**Directions for this task:** Search the data below for the string "margin" and copy all lines where it shows up.

(Records contained in a dataset)
__________
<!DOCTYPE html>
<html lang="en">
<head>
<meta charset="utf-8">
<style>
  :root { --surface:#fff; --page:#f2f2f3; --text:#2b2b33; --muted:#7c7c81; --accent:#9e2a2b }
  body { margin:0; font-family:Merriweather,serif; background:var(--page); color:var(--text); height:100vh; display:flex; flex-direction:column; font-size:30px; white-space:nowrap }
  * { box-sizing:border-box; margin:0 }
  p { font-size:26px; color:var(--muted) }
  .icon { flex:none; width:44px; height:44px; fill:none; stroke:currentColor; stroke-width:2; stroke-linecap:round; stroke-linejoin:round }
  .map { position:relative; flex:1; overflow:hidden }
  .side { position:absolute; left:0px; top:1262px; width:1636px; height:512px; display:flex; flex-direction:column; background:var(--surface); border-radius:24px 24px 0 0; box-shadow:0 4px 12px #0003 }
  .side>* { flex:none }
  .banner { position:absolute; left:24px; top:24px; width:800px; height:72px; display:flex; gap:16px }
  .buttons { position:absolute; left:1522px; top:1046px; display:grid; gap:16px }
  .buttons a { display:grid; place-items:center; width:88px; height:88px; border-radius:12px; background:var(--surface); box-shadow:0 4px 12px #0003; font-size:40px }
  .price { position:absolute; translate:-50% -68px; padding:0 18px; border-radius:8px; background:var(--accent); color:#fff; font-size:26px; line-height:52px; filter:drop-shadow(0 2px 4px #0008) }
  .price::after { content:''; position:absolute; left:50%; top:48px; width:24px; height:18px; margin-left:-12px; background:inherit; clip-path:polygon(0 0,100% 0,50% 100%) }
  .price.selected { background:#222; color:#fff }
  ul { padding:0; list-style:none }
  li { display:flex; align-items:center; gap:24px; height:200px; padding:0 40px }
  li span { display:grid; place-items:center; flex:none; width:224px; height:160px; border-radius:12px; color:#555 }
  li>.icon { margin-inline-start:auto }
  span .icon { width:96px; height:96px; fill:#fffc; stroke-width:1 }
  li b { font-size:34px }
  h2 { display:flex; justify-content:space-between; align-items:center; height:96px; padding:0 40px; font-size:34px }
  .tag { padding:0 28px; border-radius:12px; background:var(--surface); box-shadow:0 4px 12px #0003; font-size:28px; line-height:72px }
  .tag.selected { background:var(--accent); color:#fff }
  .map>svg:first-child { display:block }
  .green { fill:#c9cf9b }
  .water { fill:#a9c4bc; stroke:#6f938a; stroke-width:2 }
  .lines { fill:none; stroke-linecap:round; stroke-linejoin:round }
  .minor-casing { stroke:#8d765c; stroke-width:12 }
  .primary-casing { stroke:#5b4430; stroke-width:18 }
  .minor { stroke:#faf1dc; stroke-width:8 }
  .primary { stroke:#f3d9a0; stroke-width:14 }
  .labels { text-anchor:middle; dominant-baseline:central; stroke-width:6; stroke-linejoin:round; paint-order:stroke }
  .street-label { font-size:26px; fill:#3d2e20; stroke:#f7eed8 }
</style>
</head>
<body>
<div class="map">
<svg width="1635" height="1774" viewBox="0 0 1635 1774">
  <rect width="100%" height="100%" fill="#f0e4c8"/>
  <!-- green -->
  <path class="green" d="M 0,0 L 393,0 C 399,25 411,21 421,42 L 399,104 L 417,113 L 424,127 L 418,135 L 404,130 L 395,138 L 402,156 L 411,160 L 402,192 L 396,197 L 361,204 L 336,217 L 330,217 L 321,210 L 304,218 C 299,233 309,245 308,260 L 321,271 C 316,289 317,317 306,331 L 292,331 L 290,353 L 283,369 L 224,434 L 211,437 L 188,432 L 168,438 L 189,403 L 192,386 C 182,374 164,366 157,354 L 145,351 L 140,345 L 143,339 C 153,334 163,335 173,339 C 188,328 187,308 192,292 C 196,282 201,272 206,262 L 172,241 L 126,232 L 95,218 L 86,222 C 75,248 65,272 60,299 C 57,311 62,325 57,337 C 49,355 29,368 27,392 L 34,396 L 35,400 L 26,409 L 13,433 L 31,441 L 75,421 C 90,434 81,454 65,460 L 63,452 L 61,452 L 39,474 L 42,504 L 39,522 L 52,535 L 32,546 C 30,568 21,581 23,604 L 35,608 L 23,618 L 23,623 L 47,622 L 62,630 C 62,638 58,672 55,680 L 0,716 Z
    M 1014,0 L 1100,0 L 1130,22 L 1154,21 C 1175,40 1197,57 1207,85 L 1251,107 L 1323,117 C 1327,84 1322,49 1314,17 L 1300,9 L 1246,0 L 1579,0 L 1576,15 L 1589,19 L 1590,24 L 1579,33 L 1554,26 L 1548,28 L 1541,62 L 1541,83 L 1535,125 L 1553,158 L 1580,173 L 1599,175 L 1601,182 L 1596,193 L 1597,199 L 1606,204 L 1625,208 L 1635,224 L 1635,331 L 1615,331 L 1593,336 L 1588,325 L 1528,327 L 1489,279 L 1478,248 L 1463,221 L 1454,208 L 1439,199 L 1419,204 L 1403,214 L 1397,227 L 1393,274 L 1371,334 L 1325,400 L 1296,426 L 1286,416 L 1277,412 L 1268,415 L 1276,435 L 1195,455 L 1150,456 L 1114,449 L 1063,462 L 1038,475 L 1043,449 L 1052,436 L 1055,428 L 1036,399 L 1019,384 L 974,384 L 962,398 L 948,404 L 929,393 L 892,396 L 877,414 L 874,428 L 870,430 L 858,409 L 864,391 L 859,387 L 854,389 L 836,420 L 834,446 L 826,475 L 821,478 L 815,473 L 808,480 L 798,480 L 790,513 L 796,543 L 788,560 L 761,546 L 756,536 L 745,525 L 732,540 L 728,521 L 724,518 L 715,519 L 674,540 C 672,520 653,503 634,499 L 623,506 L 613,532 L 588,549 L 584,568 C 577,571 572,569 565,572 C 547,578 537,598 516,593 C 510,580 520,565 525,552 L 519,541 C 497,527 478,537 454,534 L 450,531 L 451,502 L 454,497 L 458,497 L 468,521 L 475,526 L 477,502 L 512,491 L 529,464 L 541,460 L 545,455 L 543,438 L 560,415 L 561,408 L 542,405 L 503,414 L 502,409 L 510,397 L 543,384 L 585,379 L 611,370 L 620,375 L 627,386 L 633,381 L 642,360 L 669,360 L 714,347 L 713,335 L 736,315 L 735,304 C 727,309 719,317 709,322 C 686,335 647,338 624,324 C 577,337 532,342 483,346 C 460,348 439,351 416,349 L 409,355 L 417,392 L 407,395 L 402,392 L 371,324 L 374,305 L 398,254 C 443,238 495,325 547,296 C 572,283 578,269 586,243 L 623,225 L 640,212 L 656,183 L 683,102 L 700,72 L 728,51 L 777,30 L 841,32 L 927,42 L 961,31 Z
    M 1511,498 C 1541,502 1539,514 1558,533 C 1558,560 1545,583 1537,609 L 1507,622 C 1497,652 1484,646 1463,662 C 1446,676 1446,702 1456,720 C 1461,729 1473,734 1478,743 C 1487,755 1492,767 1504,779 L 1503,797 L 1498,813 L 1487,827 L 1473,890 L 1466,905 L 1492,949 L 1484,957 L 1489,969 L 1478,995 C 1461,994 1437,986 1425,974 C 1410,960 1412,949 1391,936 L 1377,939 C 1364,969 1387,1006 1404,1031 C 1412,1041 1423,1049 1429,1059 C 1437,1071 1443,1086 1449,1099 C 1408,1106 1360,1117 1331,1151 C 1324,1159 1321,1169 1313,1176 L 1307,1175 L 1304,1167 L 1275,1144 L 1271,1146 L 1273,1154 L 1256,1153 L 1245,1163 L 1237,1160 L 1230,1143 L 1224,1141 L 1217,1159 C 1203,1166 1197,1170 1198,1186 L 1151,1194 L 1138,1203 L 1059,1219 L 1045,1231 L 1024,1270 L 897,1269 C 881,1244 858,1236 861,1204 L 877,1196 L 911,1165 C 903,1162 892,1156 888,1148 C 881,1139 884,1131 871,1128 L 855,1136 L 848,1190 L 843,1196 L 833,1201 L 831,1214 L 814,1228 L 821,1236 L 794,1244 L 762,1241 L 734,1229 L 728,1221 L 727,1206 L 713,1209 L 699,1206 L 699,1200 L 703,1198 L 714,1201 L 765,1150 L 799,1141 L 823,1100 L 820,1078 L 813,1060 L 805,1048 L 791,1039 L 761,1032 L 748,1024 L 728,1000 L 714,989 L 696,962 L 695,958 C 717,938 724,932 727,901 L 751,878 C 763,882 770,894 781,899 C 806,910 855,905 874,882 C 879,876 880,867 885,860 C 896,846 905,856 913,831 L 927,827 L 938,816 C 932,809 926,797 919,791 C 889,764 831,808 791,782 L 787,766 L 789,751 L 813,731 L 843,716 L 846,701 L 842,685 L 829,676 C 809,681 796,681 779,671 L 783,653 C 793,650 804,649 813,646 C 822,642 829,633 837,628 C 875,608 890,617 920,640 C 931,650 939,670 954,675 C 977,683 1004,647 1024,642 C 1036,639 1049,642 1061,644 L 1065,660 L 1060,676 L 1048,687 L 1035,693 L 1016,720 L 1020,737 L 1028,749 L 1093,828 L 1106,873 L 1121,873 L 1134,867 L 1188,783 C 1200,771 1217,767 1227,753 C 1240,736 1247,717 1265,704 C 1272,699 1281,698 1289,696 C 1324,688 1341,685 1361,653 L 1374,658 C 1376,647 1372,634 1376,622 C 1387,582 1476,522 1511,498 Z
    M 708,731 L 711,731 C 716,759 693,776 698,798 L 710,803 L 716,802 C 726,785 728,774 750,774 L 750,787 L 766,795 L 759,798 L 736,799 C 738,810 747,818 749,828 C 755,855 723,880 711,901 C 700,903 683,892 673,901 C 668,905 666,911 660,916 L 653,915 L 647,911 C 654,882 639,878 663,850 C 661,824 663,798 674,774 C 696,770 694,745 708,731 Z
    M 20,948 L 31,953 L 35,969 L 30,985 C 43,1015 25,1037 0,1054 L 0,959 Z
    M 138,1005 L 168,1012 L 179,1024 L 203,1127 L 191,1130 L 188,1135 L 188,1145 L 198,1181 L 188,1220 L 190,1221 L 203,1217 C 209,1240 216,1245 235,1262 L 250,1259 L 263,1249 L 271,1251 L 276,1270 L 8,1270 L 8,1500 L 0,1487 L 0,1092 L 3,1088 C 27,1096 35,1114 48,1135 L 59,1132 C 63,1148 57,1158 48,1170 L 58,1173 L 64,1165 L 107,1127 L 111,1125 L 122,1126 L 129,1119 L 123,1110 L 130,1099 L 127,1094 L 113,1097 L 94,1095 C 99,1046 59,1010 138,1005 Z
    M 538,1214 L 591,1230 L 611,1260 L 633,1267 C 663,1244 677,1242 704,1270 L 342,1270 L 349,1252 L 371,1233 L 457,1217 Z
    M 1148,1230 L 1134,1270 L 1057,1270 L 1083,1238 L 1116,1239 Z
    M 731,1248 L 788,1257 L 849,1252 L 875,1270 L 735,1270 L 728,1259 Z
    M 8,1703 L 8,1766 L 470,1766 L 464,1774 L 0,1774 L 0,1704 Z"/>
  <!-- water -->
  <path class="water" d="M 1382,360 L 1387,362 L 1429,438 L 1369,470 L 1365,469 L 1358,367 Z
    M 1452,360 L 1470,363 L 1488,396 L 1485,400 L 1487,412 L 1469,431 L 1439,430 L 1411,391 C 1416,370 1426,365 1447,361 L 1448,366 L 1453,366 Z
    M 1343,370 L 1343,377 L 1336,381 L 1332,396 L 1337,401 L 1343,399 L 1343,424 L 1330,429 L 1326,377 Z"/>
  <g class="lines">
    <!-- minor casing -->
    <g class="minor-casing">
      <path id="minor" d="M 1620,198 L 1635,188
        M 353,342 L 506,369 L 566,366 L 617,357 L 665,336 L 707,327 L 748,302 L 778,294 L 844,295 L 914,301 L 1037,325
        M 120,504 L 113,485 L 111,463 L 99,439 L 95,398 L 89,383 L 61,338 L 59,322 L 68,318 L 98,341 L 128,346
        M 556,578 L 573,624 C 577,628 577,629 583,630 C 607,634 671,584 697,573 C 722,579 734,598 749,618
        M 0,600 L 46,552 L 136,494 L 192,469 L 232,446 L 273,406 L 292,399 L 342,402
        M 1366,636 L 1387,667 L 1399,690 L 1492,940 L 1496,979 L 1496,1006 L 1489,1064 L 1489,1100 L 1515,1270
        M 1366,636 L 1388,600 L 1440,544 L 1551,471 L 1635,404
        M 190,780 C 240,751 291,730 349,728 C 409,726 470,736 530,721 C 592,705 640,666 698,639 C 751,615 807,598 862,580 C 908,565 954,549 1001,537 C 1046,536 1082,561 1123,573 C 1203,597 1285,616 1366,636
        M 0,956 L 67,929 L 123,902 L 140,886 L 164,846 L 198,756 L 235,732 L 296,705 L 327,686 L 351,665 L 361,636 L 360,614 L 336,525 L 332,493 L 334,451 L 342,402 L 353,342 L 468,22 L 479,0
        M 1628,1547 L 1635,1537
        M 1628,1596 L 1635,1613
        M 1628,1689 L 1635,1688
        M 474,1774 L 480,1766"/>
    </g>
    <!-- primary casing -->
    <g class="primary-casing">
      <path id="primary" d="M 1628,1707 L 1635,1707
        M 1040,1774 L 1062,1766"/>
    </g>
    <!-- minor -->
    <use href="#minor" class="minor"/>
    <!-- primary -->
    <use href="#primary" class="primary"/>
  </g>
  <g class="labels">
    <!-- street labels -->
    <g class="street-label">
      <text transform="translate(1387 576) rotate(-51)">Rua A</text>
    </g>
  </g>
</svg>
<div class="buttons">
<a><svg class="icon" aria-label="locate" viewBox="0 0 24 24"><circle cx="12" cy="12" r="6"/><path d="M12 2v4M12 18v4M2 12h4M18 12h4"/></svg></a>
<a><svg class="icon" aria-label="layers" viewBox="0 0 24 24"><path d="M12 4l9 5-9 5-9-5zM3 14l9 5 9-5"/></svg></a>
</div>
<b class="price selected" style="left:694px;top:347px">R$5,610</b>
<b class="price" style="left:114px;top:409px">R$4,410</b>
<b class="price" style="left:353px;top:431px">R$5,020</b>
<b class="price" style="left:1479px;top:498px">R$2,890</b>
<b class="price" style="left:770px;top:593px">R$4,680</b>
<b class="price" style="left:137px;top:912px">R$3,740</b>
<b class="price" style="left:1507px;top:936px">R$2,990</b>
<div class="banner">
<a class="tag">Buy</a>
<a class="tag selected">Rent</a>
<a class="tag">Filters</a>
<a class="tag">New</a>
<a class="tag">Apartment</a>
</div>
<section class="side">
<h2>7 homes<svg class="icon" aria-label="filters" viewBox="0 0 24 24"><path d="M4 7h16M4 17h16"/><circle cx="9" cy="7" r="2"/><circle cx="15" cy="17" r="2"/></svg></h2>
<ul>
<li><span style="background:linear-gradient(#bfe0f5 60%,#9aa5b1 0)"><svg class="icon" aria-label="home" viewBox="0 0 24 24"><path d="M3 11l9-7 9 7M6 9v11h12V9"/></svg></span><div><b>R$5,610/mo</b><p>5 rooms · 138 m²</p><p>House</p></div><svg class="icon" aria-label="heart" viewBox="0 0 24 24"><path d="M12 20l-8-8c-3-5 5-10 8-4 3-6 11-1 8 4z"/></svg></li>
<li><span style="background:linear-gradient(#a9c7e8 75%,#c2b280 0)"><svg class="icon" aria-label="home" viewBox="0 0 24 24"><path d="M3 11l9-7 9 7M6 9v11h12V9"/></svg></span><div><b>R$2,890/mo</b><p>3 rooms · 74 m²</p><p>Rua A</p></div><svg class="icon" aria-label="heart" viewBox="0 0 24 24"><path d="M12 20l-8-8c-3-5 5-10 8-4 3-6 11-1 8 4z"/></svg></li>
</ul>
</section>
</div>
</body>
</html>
__________
**Output below:**
  body { margin:0; font-family:Merriweather,serif; background:var(--page); color:var(--text); height:100vh; display:flex; flex-direction:column; font-size:30px; white-space:nowrap }
  * { box-sizing:border-box; margin:0 }
  .price::after { content:''; position:absolute; left:50%; top:48px; width:24px; height:18px; margin-left:-12px; background:inherit; clip-path:polygon(0 0,100% 0,50% 100%) }
  li>.icon { margin-inline-start:auto }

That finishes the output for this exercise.